I love, love, love having a husband who cooks. If I’m not feeling up to cooking, all I have to do is print off a recipe, hand it to him, and he runs with it. We bought some really beautiful cherries at the Anderson’s this past weekend, because after seeing a bunch of pictures of cherry clafoutis in everyone’s blogs last week, I was really craving some.

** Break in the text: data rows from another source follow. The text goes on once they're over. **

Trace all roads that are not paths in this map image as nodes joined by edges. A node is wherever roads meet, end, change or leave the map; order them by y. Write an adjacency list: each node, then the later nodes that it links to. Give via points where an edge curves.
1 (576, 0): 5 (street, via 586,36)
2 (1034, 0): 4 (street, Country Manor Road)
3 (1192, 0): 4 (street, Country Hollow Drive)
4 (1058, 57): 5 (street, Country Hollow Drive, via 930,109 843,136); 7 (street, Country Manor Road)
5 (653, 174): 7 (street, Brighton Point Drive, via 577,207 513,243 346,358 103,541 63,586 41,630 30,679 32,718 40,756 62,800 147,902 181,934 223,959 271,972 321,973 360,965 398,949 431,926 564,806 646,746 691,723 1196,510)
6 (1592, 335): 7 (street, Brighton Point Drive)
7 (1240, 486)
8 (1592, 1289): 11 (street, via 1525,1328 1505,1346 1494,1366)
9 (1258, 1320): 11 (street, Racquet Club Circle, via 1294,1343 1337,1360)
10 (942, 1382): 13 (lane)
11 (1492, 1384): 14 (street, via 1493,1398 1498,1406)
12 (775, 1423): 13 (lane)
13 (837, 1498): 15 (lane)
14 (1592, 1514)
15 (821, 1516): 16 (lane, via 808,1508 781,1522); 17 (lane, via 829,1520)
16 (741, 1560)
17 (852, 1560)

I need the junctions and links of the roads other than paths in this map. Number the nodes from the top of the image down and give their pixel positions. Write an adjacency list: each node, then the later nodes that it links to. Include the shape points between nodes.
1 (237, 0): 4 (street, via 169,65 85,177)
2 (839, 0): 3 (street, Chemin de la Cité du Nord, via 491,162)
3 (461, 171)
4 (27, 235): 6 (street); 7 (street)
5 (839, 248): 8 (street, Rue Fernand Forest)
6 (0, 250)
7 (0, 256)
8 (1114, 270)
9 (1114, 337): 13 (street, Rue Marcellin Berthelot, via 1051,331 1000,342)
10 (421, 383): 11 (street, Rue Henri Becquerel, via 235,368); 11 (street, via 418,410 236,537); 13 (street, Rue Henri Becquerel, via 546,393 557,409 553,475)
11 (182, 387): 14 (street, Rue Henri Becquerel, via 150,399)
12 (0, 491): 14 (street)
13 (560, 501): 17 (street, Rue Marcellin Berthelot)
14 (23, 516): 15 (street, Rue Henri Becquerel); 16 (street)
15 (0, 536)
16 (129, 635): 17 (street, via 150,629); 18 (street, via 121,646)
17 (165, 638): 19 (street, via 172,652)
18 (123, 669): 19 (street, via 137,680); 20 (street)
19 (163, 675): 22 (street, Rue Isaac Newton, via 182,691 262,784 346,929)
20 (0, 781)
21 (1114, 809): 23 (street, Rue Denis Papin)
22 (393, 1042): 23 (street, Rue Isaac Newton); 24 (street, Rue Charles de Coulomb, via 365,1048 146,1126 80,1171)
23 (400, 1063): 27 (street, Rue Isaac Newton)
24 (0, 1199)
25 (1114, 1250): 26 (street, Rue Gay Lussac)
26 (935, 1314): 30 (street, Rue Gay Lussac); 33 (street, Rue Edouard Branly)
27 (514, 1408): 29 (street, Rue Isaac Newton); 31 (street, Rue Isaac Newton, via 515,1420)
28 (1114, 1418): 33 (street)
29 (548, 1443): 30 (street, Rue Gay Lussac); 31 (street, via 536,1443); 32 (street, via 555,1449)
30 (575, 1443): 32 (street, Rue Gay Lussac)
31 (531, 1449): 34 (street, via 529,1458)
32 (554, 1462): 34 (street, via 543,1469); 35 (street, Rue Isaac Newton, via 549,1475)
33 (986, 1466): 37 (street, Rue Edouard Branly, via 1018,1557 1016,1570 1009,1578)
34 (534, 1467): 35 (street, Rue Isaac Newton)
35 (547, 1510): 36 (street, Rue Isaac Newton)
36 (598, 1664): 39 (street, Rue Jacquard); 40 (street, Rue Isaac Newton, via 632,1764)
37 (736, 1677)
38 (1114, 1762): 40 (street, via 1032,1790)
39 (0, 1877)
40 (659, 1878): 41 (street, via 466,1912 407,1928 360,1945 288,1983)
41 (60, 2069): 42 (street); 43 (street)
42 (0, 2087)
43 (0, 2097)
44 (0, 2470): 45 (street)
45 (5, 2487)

The taste was sweet but not too sweet, and kind of reminded of a cross between custard and cake – the bottom browned nicely in the Le Creuset pan we used. I look forward to trying out this recipe again this summer with other fruits. Traditionally, cherry clafoutis uses unpitted cherries (because it causes the cherries to bleed less, and because it gives it a subtle almond flavor), but we chose to follow the recipe as is – but we did use amaretto instead of brandy.


Emeril’s Cherry Clafoutis
recipe courtesy Food Network

4 eggs
1 cup sugar
1 vanilla bean, split in half
1 tablespoon brandy
1 cup flour
1 1/2 cups milk
1 pound stoned cherries

Preheat the oven to 350 degrees F. Grease an oval ovenproof dish about 13 inches long. In a mixing bowl, whisk the eggs and 1/2 cup of the sugar. Scrape the vanilla bean and add the pulp to the egg mixture. Stir in the brandy and flour. Whisk in the milk to form a smooth batter. In a mixing bowl, toss the cherries with the remaining sugar. Place the cherries in the ovenproof dish. Pour the batter over the cherries and place in the oven. Bake for 40 to 45 minutes or until the cake is sponge like. Remove from the oven and cool for 5 minutes before serving. Serve the clafoutis warm. Garnish with powdered sugar.

One thought on “Cherry Clafoutis

  1. John

    What a cool recipe. Now I know what to do with all the cherries we got from my in-laws. The picture reminds me of foccacia farcita. Yum!